The pose, the calculated smile, how to sell yourself -- these are the things that Scott learned growing up. A self-confessed 'outsider' at Auchmuchty Secondary School in Glenrothes, 'a very grey place, with an authoritarian headmaster', where the 'teachers were patronising and orientated towards the middle-class kids', he fell into acting as a kind of escapism.

He had wanted to be a professional footballer but wasn't skilled enough. His second choice was a cowboy, but Fife -- although quite good for last-chance saloons -- has always been a bit short on Mexican bandits and cattle rustlers. Pretending to be other people was a way of legitimising his fantasy life. Then, at 14, he read Arthur Miller's Death Of A Salesman and everything fell into place.

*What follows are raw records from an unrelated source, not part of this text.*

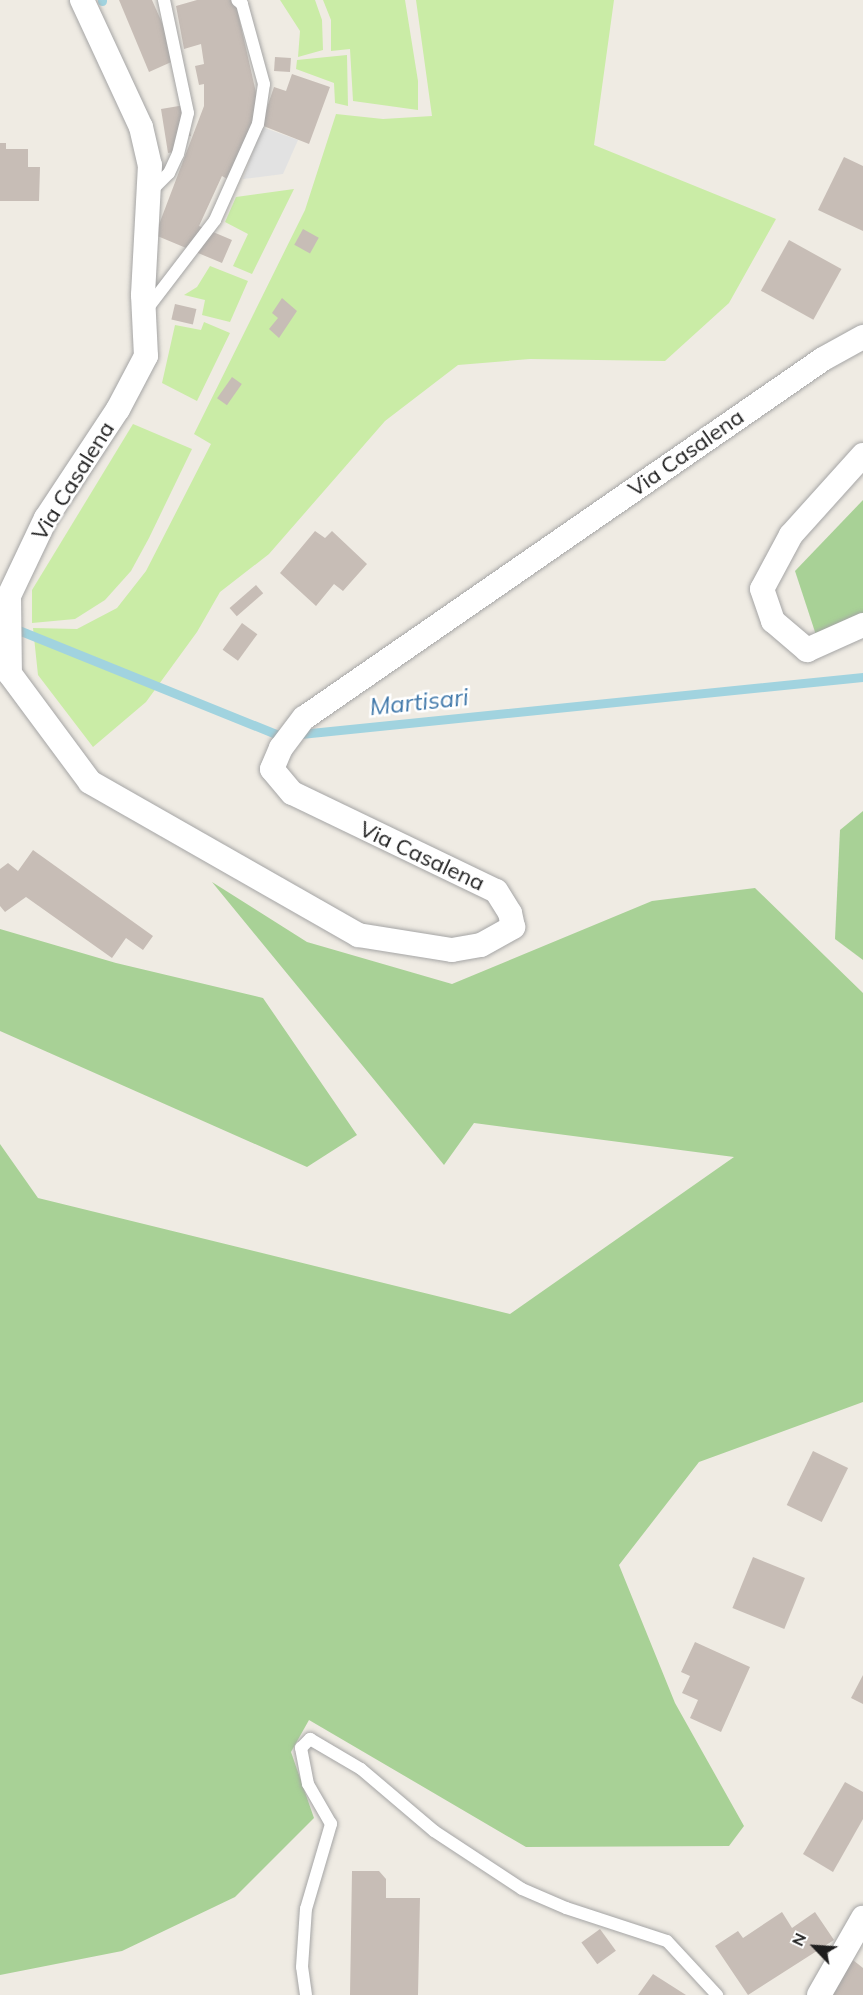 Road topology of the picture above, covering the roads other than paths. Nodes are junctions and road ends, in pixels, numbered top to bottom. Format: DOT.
graph roads {
  1 [pos="82,0"];
  2 [pos="164,0"];
  3 [pos="237,0"];
  4 [pos="259,28"];
  5 [pos="253,40"];
  6 [pos="151,191"];
  7 [pos="144,313"];
  8 [pos="863,337"];
  9 [pos="863,455"];
  10 [pos="863,625"];
  11 [pos="863,1918"];
  12 [pos="306,1995"];
  13 [pos="717,1995"];
  14 [pos="819,1995"];
  1 -- 6 [label="street, Via Casalena"];
  2 -- 6 [label="lane"];
  3 -- 5 [label="lane"];
  4 -- 5 [label="lane"];
  5 -- 7 [label="lane"];
  6 -- 7 [label="street, Via Casalena"];
  7 -- 8 [label="street, Via Casalena"];
  9 -- 10 [label="street"];
  11 -- 14 [label="street"];
  12 -- 13 [label="lane"];
}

'Of course,' he says, 'when you decide that you want to be a professional actor, it is no longer a game. It becomes more like an obsession about being truthful. It's about mapping out people's lives. I'm not escaping from my own life, because I like my own life, but I am really intrigued by how other people see the world. I want to look at the world through their eyes. I'm not a mad person and I can't explain why I like it, but I do.'

Against All Odds

Enigma adapted from the novel by Robert Harris, is based in fact. Between 1939-45, thousands of men and women worked secretly at Bletchley Park, near London, trying to crack the Enigma code but unable to tell anyone about their ordinary heroism. The odds against success were 150,000,000,000,000,000,000 to 1. Even when they triumphed, shortening the war by an estimated two years, the Official Secrets Act meant they could not talk about it until decades later. Churchill called them 'the geese that laid the golden eggs and never cackled'.

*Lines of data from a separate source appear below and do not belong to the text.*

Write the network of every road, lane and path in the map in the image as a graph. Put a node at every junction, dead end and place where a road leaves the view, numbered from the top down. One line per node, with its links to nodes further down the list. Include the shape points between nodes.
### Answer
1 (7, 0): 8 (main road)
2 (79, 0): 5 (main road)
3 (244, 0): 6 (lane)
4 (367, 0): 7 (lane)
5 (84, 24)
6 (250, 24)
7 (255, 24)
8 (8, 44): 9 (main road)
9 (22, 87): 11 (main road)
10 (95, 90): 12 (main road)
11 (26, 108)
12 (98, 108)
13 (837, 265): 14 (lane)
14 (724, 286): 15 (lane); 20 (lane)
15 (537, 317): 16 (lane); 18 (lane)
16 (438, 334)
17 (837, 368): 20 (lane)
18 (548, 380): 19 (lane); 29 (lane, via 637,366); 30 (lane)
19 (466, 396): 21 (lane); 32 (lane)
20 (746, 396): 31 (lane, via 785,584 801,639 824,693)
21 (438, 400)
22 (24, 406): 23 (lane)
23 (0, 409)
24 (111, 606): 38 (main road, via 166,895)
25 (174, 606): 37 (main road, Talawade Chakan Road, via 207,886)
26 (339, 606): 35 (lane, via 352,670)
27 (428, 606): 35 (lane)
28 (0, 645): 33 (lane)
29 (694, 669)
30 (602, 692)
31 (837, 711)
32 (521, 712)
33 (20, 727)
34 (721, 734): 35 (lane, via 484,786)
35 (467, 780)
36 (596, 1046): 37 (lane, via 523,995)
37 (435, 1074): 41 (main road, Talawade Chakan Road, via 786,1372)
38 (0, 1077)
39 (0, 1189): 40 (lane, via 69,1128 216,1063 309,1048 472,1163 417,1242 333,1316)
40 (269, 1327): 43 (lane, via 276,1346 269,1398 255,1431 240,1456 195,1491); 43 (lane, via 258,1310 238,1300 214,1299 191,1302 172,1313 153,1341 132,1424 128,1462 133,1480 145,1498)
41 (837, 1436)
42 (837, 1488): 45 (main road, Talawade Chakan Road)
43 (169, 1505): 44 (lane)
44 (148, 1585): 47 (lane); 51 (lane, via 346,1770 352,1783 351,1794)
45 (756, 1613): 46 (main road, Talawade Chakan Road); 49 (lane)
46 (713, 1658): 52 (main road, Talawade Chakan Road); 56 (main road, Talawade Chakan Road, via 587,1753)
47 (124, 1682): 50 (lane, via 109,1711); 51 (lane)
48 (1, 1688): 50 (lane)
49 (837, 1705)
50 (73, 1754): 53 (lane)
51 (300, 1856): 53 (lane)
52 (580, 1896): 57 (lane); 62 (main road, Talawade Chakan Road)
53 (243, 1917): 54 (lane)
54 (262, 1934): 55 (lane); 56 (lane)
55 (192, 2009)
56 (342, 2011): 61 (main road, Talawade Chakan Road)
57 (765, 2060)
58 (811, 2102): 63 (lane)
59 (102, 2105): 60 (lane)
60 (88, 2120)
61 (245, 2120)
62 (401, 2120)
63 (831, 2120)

While preparing for Enigma, Scott met some of the former Bletchley staff. His research also took him to Oxford University, where Professor Jon Chapman, an expert on codes, helped him to get his head around the idea -- crucial to playing Jericho -- that numbers can be beautiful, that in maths, truth and beauty are the same. 'There was just so much to understand,' Scott admits. 'This was the most difficult part I ever played.'

Thorough, Professional

'I found Dougray amazingly thorough and professional in his preparation,' says Chapman. 'He had read several books on codes and the Enigma machine before I met him, and already had quite a good understanding of it all. He quizzed me about what it was like to be a mathematician, how we think about problems, go about our research, that sort of thing. He was very interested in using me not just to find out about codes but also to find out about mathematicians.'

Chapman also taught Scott the knack of solving cryptic clues in crossword puzzles. Tom Jericho is the sort of person who completes the Times crossword between forkfuls of powdered egg, so the actor felt he needed to learn this skill. Now he claims that even after filming was finished he remained obsessive about numbers and codes. He was forever picking up papers and excitedly completing the crossword.

‘A’ List Next?

So, will Enigma propel Scott into the A-list? According to Mick Jagger, producer of the film, 'when we cast him we felt he was on the verge of enormous fame' but the actor himself is -- inevitably -- more reserved. 'I don't feel anything. It's hard to say the right thing because you get accused of being f**king coy. But I'm not. I enjoy acting and try to avoid all the rest of the stuff because I want to have a quiet life.'

Perhaps, but one suspects not for much longer.